> [Your goal] The result should be every line in the data below that carries the string "Hare".

+++

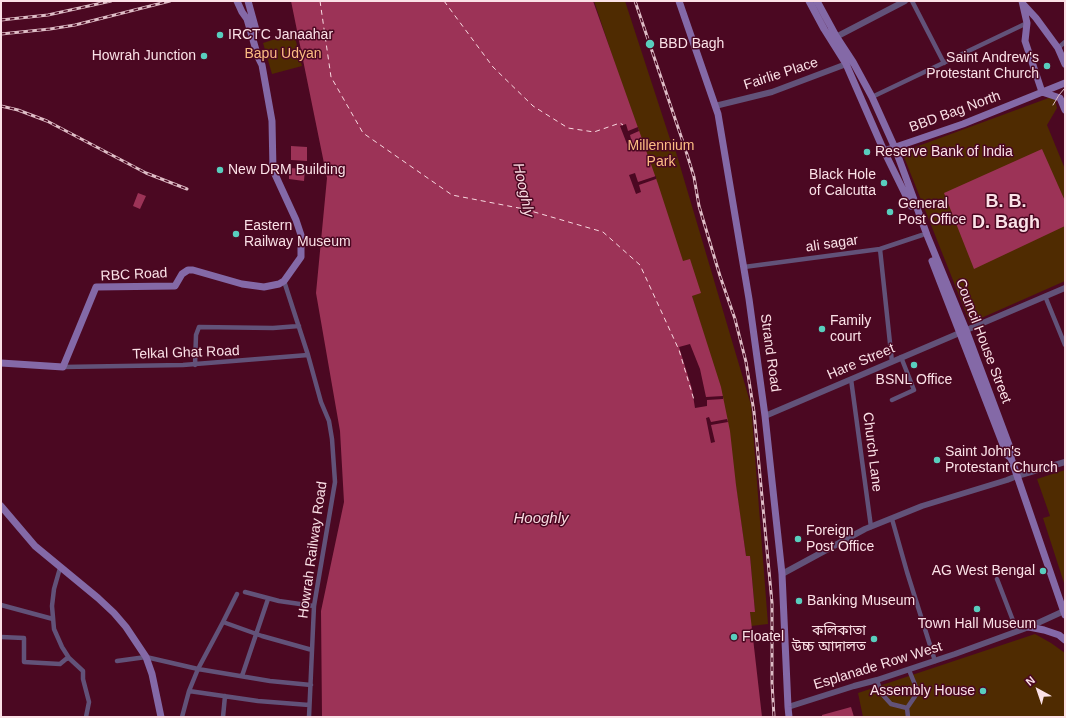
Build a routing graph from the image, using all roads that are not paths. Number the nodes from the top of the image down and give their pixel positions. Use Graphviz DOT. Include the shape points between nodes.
graph roads {
  1 [pos="237,1"];
  2 [pos="248,1"];
  3 [pos="679,1"];
  4 [pos="809,1"];
  5 [pos="817,1"];
  6 [pos="905,1"];
  7 [pos="912,1"];
  8 [pos="1023,3"];
  9 [pos="1027,23"];
  10 [pos="833,38"];
  11 [pos="1065,42"];
  12 [pos="1058,48"];
  13 [pos="854,62"];
  14 [pos="944,63"];
  15 [pos="846,64"];
  16 [pos="1065,64"];
  17 [pos="262,65"];
  18 [pos="1065,83"];
  19 [pos="1065,91"];
  20 [pos="1042,92"];
  21 [pos="872,97"];
  22 [pos="1060,98"];
  23 [pos="715,106"];
  24 [pos="1065,110"];
  25 [pos="894,148"];
  26 [pos="884,151"];
  27 [pos="925,235"];
  28 [pos="880,249"];
  29 [pos="744,267"];
  30 [pos="284,281"];
  31 [pos="1065,288"];
  32 [pos="1045,296"];
  33 [pos="299,326"];
  34 [pos="963,331"];
  35 [pos="1065,345"];
  36 [pos="308,355"];
  37 [pos="901,357"];
  38 [pos="892,362"];
  39 [pos="1,363"];
  40 [pos="195,364"];
  41 [pos="57,367"];
  42 [pos="851,379"];
  43 [pos="892,400"];
  44 [pos="765,416"];
  45 [pos="1065,462"];
  46 [pos="1065,465"];
  47 [pos="1018,477"];
  48 [pos="1,506"];
  49 [pos="892,518"];
  50 [pos="871,527"];
  51 [pos="60,568"];
  52 [pos="782,574"];
  53 [pos="997,579"];
  54 [pos="245,592"];
  55 [pos="237,594"];
  56 [pos="268,599"];
  57 [pos="1,605"];
  58 [pos="314,606"];
  59 [pos="1064,613"];
  60 [pos="52,619"];
  61 [pos="223,622"];
  62 [pos="1029,627"];
  63 [pos="1017,631"];
  64 [pos="256,634"];
  65 [pos="1,637"];
  66 [pos="1065,640"];
  67 [pos="312,650"];
  68 [pos="146,657"];
  69 [pos="70,658"];
  70 [pos="117,661"];
  71 [pos="936,661"];
  72 [pos="198,669"];
  73 [pos="909,670"];
  74 [pos="242,676"];
  75 [pos="877,680"];
  76 [pos="311,685"];
  77 [pos="189,691"];
  78 [pos="225,696"];
  79 [pos="160,705"];
  80 [pos="309,705"];
  81 [pos="788,707"];
  82 [pos="907,708"];
  83 [pos="86,717"];
  84 [pos="161,717"];
  85 [pos="166,717"];
  86 [pos="182,717"];
  87 [pos="223,717"];
  88 [pos="309,717"];
  89 [pos="789,717"];
  90 [pos="908,717"];
  1 -- 17 [label="main road" via="247,18"];
  2 -- 17 [label="main road" via="263,59"];
  3 -- 23 [label="main road, Strand Road"];
  4 -- 10 [label="main road"];
  5 -- 10 [label="main road"];
  6 -- 10 [label="street"];
  7 -- 14 [label="street"];
  8 -- 9 [label="main road"];
  8 -- 12 [label="main road"];
  9 -- 14 [label="street"];
  9 -- 20 [label="main road" via="1025,41"];
  10 -- 13 [label="main road"];
  10 -- 15 [label="main road"];
  11 -- 12 [label="street"];
  12 -- 16 [label="main road"];
  13 -- 15 [label="street, Fairlie Place"];
  13 -- 21 [label="main road"];
  14 -- 21 [label="street"];
  15 -- 23 [label="street, Fairlie Place" via="772,92"];
  15 -- 26 [label="main road"];
  17 -- 30 [label="main road" via="272,121 273,170 301,235 301,258"];
  18 -- 20 [label="main road, BBD Bag North"];
  19 -- 22 [label="main road"];
  20 -- 22 [label="main road"];
  20 -- 25 [label="main road, BBD Bag North"];
  21 -- 25 [label="main road"];
  22 -- 24 [label="main road"];
  23 -- 29 [label="main road, Strand Road"];
  25 -- 26 [label="main road, BBD Bag North"];
  25 -- 27 [label="main road"];
  26 -- 27 [label="main road"];
  27 -- 28 [label="street, ali sagar"];
  27 -- 34 [label="main road, Council House Street"];
  28 -- 29 [label="street, ali sagar"];
  28 -- 38 [label="street"];
  29 -- 44 [label="main road, Strand Road"];
  30 -- 33 [label="street, Howrah Railway Road"];
  30 -- 41 [label="main road, RBC Road" via="264,287 188,270 174,286 96,287"];
  31 -- 32 [label="street, Hare Street"];
  32 -- 34 [label="street, Hare Street"];
  32 -- 35 [label="street"];
  33 -- 36 [label="street, Howrah Railway Road"];
  33 -- 40 [label="street" via="198,328"];
  34 -- 37 [label="street, Hare Street"];
  34 -- 47 [label="main road, Council House Street" via="1007,455 1011,458"];
  36 -- 40 [label="street, Telkal Ghat Road"];
  36 -- 58 [label="street, Howrah Railway Road" via="329,421 335,482"];
  37 -- 38 [label="street, Hare Street"];
  37 -- 43 [label="street" via="914,390"];
  38 -- 42 [label="street, Hare Street"];
  39 -- 41 [label="main road"];
  40 -- 41 [label="street, Telkal Ghat Road"];
  42 -- 44 [label="street, Hare Street"];
  42 -- 50 [label="street, Church Lane"];
  44 -- 52 [label="main road, Strand Road"];
  45 -- 47 [label="street"];
  46 -- 47 [label="street"];
  47 -- 49 [label="street" via="922,506"];
  47 -- 59 [label="main road, Council House Street"];
  48 -- 51 [label="main road" via="35,546"];
  49 -- 50 [label="street"];
  49 -- 71 [label="street"];
  50 -- 52 [label="street"];
  51 -- 60 [label="street" via="54,589"];
  51 -- 68 [label="main road" via="114,613"];
  52 -- 81 [label="main road, Strand Road"];
  53 -- 63 [label="street"];
  54 -- 56 [label="street"];
  55 -- 61 [label="street"];
  56 -- 58 [label="street"];
  56 -- 64 [label="street"];
  57 -- 60 [label="street"];
  58 -- 67 [label="street, Howrah Railway Road"];
  59 -- 62 [label="street, Esplanade Row West"];
  60 -- 69 [label="street" via="56,635"];
  61 -- 64 [label="street"];
  61 -- 72 [label="street"];
  62 -- 63 [label="street, Esplanade Row West"];
  62 -- 66 [label="main road" via="1059,635"];
  63 -- 71 [label="street, Esplanade Row West"];
  64 -- 67 [label="street"];
  64 -- 74 [label="street"];
  65 -- 69 [label="street" via="24,638 24,662 60,664"];
  67 -- 76 [label="street, Howrah Railway Road"];
  68 -- 70 [label="street"];
  68 -- 72 [label="street"];
  68 -- 79 [label="main road"];
  69 -- 83 [label="street" via="83,672 89,702"];
  71 -- 73 [label="street, Esplanade Row West"];
  72 -- 74 [label="street"];
  72 -- 77 [label="street"];
  73 -- 75 [label="street, Esplanade Row West"];
  73 -- 82 [label="street" via="918,692"];
  74 -- 76 [label="street"];
  75 -- 81 [label="street, Esplanade Row West"];
  75 -- 82 [label="street" via="882,693 891,704"];
  76 -- 80 [label="street, Howrah Railway Road"];
  77 -- 78 [label="street"];
  77 -- 86 [label="street"];
  78 -- 80 [label="street"];
  78 -- 87 [label="street"];
  79 -- 84 [label="main road"];
  79 -- 85 [label="main road"];
  80 -- 88 [label="street, Howrah Railway Road"];
  81 -- 89 [label="main road, Strand Road"];
  82 -- 90 [label="street"];
}
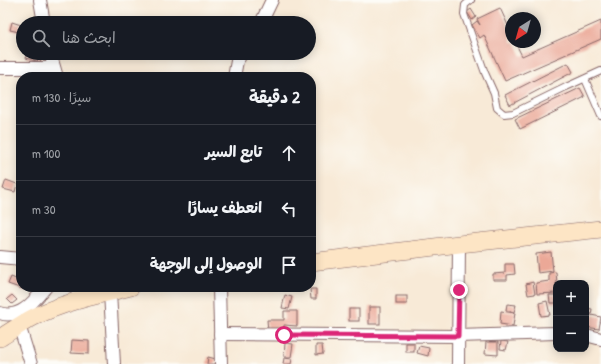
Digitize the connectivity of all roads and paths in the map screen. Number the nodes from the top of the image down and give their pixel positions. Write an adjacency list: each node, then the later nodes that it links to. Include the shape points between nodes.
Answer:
1 (40, 0): 4 (street)
2 (272, 0): 5 (street)
3 (471, 0): 13 (lane, via 465,5 464,14 500,111 513,113)
4 (43, 16)
5 (264, 16)
6 (52, 60): 10 (street)
7 (238, 60): 11 (street)
8 (0, 68): 9 (street)
9 (45, 72)
10 (56, 72)
11 (235, 72)
12 (601, 72): 13 (lane)
13 (585, 79): 14 (lane)
14 (601, 116)
15 (601, 229): 16 (main road)
16 (459, 244): 19 (main road); 28 (street)
17 (0, 257): 18 (street)
18 (16, 258)
19 (316, 261)
20 (41, 292): 24 (street, via 17,314)
21 (110, 292): 23 (main road); 33 (street)
22 (219, 292): 27 (street)
23 (78, 294): 25 (main road)
24 (0, 314)
25 (19, 325): 30 (main road); 32 (street)
26 (553, 333): 28 (street)
27 (220, 334): 28 (street); 34 (street)
28 (458, 336): 35 (street)
29 (589, 336): 31 (street)
30 (0, 338)
31 (601, 339)
32 (30, 364)
33 (114, 364)
34 (221, 364)
35 (458, 364)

+++

> [Answer]
  31 -- 32 [label="street, Hare Street"];
  32 -- 34 [label="street, Hare Street"];
  34 -- 37 [label="street, Hare Street"];
  37 -- 38 [label="street, Hare Street"];
  38 -- 42 [label="street, Hare Street"];
  42 -- 44 [label="street, Hare Street"];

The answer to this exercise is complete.